(WHAT YOU NEED TO DO): Go through the listing below and reproduce it word for word.

(RECORDS FOR THIS TASK):
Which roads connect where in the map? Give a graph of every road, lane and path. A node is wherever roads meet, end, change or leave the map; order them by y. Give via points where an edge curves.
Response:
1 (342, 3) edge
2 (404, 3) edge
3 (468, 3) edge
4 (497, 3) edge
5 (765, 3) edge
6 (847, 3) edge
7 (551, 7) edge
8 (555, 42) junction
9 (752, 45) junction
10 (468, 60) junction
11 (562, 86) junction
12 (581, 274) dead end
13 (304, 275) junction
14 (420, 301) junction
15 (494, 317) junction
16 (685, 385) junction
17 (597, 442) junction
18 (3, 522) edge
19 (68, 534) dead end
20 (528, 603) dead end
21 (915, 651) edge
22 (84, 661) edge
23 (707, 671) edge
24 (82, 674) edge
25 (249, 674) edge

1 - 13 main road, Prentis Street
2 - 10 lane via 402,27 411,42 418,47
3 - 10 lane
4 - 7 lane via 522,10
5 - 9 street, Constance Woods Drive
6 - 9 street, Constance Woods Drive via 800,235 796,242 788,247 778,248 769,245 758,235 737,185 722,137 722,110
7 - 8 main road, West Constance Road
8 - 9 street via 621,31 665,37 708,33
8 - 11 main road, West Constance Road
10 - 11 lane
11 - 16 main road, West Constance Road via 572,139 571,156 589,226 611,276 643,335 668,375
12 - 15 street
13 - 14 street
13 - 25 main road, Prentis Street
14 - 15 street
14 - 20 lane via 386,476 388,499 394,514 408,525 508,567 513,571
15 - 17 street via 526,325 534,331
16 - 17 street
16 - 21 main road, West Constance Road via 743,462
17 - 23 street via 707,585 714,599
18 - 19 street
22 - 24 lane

(OUTPUT FOR THIS TASK):
Which roads connect where in the map? Give a graph of every road, lane and path. A node is wherever roads meet, end, change or leave the map; order them by y. Give via points where an edge curves.
Response:
1 (342, 3) edge
2 (404, 3) edge
3 (468, 3) edge
4 (497, 3) edge
5 (765, 3) edge
6 (847, 3) edge
7 (551, 7) edge
8 (555, 42) junction
9 (752, 45) junction
10 (468, 60) junction
11 (562, 86) junction
12 (581, 274) dead end
13 (304, 275) junction
14 (420, 301) junction
15 (494, 317) junction
16 (685, 385) junction
17 (597, 442) junction
18 (3, 522) edge
19 (68, 534) dead end
20 (528, 603) dead end
21 (915, 651) edge
22 (84, 661) edge
23 (707, 671) edge
24 (82, 674) edge
25 (249, 674) edge

1 - 13 main road, Prentis Street
2 - 10 lane via 402,27 411,42 418,47
3 - 10 lane
4 - 7 lane via 522,10
5 - 9 street, Constance Woods Drive
6 - 9 street, Constance Woods Drive via 800,235 796,242 788,247 778,248 769,245 758,235 737,185 722,137 722,110
7 - 8 main road, West Constance Road
8 - 9 street via 621,31 665,37 708,33
8 - 11 main road, West Constance Road
10 - 11 lane
11 - 16 main road, West Constance Road via 572,139 571,156 589,226 611,276 643,335 668,375
12 - 15 street
13 - 14 street
13 - 25 main road, Prentis Street
14 - 15 street
14 - 20 lane via 386,476 388,499 394,514 408,525 508,567 513,571
15 - 17 street via 526,325 534,331
16 - 17 street
16 - 21 main road, West Constance Road via 743,462
17 - 23 street via 707,585 714,599
18 - 19 street
22 - 24 lane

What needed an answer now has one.